My brother and sister-in-law came round for dinner last night.
After the usual catch-up and gossip, talk turned to work. We have a slight interest in each other’s jobs in the sense that we both have to deal with the badly behaved. She’s a criminal defence solicitor, so her ‘SMT’ have slightly more clout on poor behaviour than mine do.
Anyway, we discussed some of the miscreants we’ve come across since we last talked, and she was frankly horrified at some of the things I told her.
I mentioned that I’ve been verbally abused, threatened with physical violence and subject to bullying and name-calling at work. And I pointed out that this was just from the children. I told her how these things are allowed to continue, and how often a teacher is left with no defences and expected to cope. If the school management won’t dirty their hands with ensuring that unruly pupils are brought to heel, then frankly, there’s no hope of the classroom teachers maintaining discipline.
I explained that, all too often, a teacher is considered a failure simply because their class is ‘unteachable’. Any sensible person would quickly come to the conclusion that if children are throwing things in class, hurling abuse at one another and getting into fights, then the school clearly has a non-working discipline policy, coupled with children who clearly have no sense of how to behave.
But not so SMT.
In the world of SMT if a class misbehaves it is the teacher’s fault. It doesn’t matter if the problem children have been up all of the night before, if they’ve taken drugs and are clearly under the influence, or if they suffer mental health issues – the problem lies solely with the teacher.
Unfortunately, this emphasis has permeated down through the school, until it has become firmly lodged in the minds of the children themselves. Why didn’t Billy do his homework? Because the work you gave him was boring, Miss. And so it goes on. Conveniently ignore the fact that quadratic equations can rarely be considered ‘fun’, and that they are part of the syllabus, so in order to obtain a good grade Billy will need to show he can solve them. Obviously, if the teacher could somehow link those boring equations to something worthy of his time (like Minecraft) then possibly, just possibly, he might have attempted the first one. But only possibly. Clearly, because the teacher hasn’t done this, she is failing in her job to engage all the children in her class.
When Billy later fails his exams, he will be able to look back on his school years and consider how much better he might have done, if only his teacher had bothered to help him by making the work interesting.
In Billy’s world (and the world of SMT) it is the teacher’s duty to ensure that Billy’s life runs according to plan, irrespective of how much effort Billy puts into ruining all his chances.
Having left school with no qualifications, and no sense of discipline, where does Billy find himself? Well, if he’s unlucky, it’s in a cell talking to my sister-in-law.
As we were talking, she told me that things were now beginning to make sense. A number of cases that she defends involve people breaching their bail conditions and refusing to turn up to meetings with their caseworker on the probation service.
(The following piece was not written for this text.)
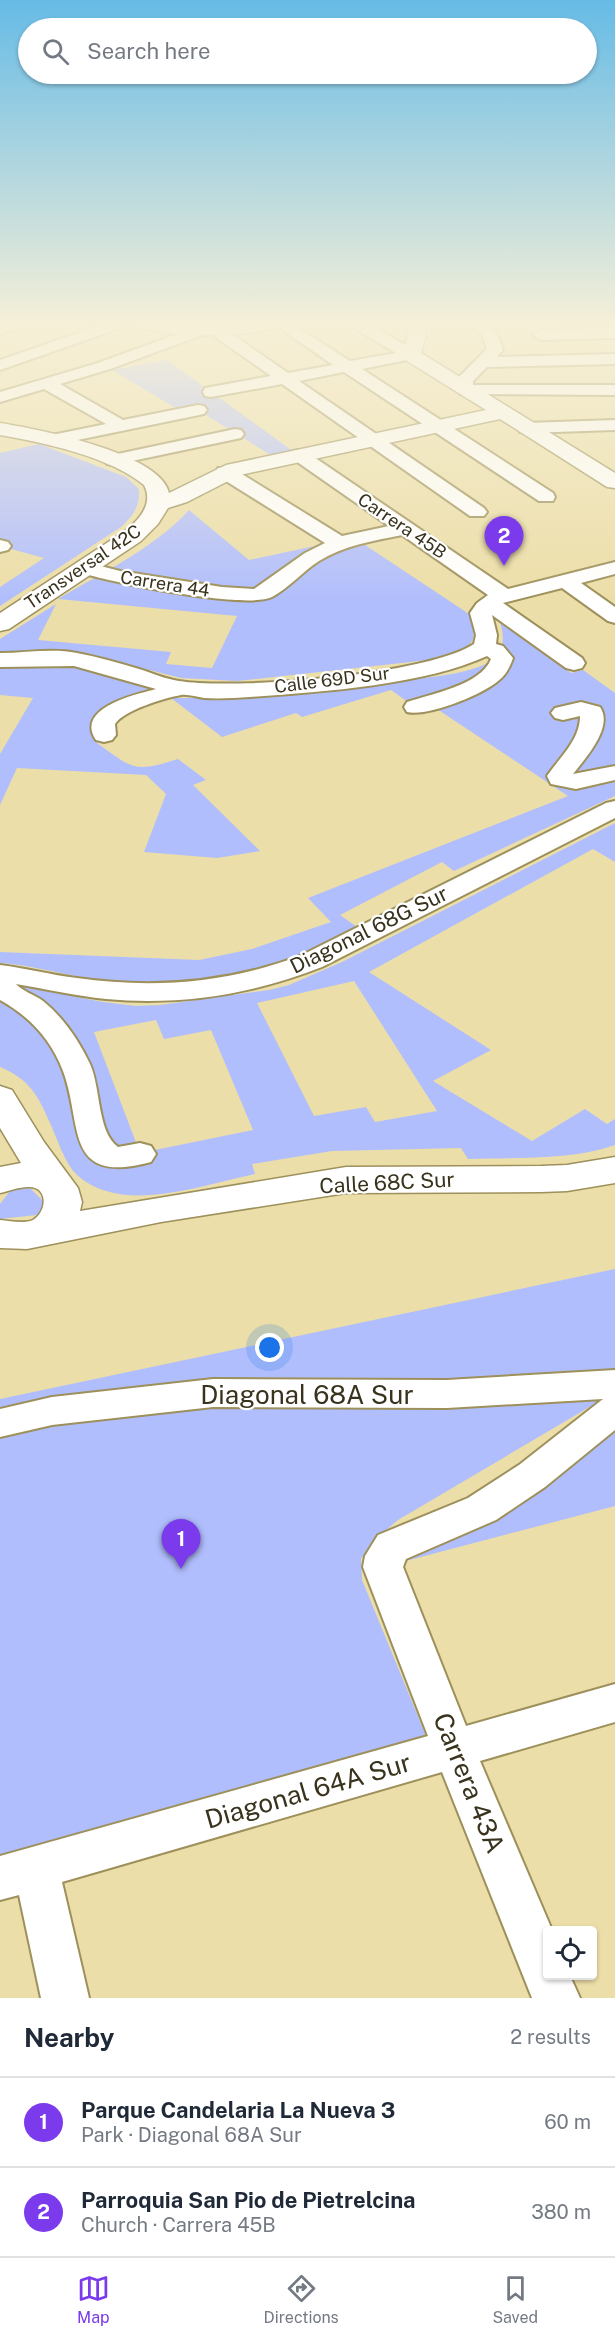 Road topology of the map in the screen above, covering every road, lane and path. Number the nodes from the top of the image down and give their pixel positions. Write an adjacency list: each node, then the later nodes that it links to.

The reasons behind this can be complex, and there are often genuine mitigating circumstances, but she said she has also noticed a trend in the excuses given by some of the younger defendants.
My sister-in -law said that she has wondered why so many of them seem to have a real problem with taking any responsibility for their own lives. One young lad said he didn’t go to meetings with his case worker because she ‘had funny teeth‘; another one didn’t like their case worker, far too many don’t go because they find it ‘boring‘.
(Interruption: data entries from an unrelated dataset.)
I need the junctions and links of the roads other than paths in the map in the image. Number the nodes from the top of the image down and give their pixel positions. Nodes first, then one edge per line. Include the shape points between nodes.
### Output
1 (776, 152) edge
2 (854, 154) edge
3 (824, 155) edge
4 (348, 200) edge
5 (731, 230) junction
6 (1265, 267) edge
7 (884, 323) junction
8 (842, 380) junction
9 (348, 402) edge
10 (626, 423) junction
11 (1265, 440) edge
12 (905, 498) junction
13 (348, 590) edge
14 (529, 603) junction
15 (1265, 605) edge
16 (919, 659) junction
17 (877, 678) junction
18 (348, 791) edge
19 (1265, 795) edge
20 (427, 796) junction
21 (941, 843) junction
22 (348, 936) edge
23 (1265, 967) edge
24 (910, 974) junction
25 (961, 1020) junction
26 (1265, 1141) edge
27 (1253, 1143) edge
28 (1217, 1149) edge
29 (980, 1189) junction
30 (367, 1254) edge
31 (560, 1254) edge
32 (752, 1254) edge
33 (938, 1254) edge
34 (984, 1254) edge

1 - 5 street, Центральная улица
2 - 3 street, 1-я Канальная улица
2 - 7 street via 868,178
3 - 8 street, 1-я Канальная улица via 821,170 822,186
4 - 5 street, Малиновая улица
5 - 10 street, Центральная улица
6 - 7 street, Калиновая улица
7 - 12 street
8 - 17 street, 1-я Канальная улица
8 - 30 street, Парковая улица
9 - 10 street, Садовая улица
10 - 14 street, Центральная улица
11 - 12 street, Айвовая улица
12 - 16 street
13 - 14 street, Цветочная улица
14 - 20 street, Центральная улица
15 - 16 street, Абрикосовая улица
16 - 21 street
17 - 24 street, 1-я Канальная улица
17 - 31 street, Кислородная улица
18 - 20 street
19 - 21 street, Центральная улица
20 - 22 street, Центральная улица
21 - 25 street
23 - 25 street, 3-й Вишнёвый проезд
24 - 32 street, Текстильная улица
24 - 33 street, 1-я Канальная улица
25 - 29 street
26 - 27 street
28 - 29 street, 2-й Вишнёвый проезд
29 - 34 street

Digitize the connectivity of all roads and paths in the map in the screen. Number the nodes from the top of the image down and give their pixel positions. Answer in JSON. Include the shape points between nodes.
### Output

Boring. The word that we encounter so many times in class. The word that allows children to find someone to blame for their own failings, whilst at the same time giving them the opportunity to demand something they find preferable. The word that, due to the mindset of SMT, allows teachers to be blamed for feral children in schools, because they are ‘not engaged’. The word that means that children no longer have the mental capacity to see that they really are responsible for their own actions, and that one day this might just catch up with them.
Apparently, one youth decided to argue with the judge when given a custodial sentence. He said that it wasn’t fair and he wasn’t going to do it (although his language was rather more fruity!). The judge then added an extra five days to the sentence for contempt of court. At this point, and much to the amusement of everyone there, the youth then jumped up in the dock and shouted that he couldn’t f***ing do that to him – he wouldn’t do the extra days, and the judge couldn’t make him.
It appeared to have completely passed him by that he was already in custody, so any custodial sentence wasn’t optional!
It is a fact that too many young people are ending up with criminal records. It is also a fact that too many of these go through school being pandered to, told that their disaffection is not their fault, but instead a result of someone in authority failing to do their jobs properly.
It is worrying when this attitude is carried into adult life.
In bowing to every whim, in letting children get away with bad behaviour – in some cases behaviour which is actually criminal – whilst in school, what are we really doing?
At some point, these youths will find that they meet someone with whom they cannot argue, someone who will not bend the rules, someone who will not let them get away with aggression, someone who will not let them do as they want when they want, someone who will not accept that they deserve special treatment, someone who will not accept that the rules don’t apply to them, someone who really does have the ultimate authority and who will impose sanctions upon them.
Isn’t it better for this person to be the headteacher in a school, rather than a judge in a court?